Scan the records for lines with the string "Purworejo". Say how many there are, and add nothing.

**DATA EXTRACTS**
------------------------
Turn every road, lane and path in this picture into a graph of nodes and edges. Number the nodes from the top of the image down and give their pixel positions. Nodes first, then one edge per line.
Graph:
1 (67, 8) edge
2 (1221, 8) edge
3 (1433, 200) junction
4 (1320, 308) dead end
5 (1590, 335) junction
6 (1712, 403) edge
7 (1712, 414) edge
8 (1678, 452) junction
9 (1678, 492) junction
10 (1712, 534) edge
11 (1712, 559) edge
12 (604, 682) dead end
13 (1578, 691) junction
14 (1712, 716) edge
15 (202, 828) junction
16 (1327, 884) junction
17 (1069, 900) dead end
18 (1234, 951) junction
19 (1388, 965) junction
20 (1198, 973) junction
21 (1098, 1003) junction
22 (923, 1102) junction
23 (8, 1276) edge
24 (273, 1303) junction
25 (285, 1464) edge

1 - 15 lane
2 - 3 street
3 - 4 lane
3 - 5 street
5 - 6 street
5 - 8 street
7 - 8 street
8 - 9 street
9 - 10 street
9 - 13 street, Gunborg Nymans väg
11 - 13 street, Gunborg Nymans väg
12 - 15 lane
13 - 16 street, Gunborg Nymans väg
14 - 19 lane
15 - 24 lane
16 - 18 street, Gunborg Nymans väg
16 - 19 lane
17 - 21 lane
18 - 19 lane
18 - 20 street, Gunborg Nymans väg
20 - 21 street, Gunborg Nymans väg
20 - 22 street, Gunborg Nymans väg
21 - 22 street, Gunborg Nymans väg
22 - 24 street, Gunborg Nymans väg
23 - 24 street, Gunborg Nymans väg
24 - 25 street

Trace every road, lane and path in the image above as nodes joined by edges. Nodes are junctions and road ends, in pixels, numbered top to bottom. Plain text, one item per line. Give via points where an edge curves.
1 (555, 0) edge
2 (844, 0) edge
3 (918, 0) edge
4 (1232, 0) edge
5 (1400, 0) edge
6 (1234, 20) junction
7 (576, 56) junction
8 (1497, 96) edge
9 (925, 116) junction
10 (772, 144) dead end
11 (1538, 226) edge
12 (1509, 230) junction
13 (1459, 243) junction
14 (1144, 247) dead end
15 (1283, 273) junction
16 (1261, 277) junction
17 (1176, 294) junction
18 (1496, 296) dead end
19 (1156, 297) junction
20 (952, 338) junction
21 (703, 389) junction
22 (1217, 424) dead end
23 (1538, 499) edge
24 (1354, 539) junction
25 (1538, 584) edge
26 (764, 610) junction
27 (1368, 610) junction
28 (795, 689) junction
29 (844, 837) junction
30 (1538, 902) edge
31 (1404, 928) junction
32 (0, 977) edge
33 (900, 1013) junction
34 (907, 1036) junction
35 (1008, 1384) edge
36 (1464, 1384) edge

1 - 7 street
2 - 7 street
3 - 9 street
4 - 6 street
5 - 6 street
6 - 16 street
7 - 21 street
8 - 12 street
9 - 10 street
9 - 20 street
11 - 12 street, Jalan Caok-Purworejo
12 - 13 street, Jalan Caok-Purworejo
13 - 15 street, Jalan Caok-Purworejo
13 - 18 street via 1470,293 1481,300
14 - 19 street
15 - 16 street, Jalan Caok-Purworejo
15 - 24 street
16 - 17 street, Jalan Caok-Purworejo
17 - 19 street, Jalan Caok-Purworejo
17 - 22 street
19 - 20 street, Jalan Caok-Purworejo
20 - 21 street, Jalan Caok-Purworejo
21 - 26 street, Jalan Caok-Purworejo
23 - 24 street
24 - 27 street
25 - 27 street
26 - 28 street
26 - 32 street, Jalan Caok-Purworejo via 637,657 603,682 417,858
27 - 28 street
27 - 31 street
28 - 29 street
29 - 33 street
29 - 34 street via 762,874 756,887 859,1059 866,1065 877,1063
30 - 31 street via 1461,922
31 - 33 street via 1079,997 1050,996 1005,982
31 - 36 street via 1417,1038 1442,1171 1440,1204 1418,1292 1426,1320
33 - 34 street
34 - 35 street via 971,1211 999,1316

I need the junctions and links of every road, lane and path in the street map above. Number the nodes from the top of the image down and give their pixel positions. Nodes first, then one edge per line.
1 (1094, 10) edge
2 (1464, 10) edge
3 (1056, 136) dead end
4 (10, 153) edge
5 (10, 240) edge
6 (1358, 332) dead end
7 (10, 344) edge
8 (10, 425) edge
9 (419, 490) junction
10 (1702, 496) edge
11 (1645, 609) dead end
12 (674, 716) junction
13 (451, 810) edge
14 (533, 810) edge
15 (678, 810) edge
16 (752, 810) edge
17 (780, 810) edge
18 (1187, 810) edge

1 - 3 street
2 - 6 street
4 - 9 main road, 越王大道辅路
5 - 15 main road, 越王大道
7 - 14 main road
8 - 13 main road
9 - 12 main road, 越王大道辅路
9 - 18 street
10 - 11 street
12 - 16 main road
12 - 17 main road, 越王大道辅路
------------------------
**SOLUTION TO THIS PROBLEM**
10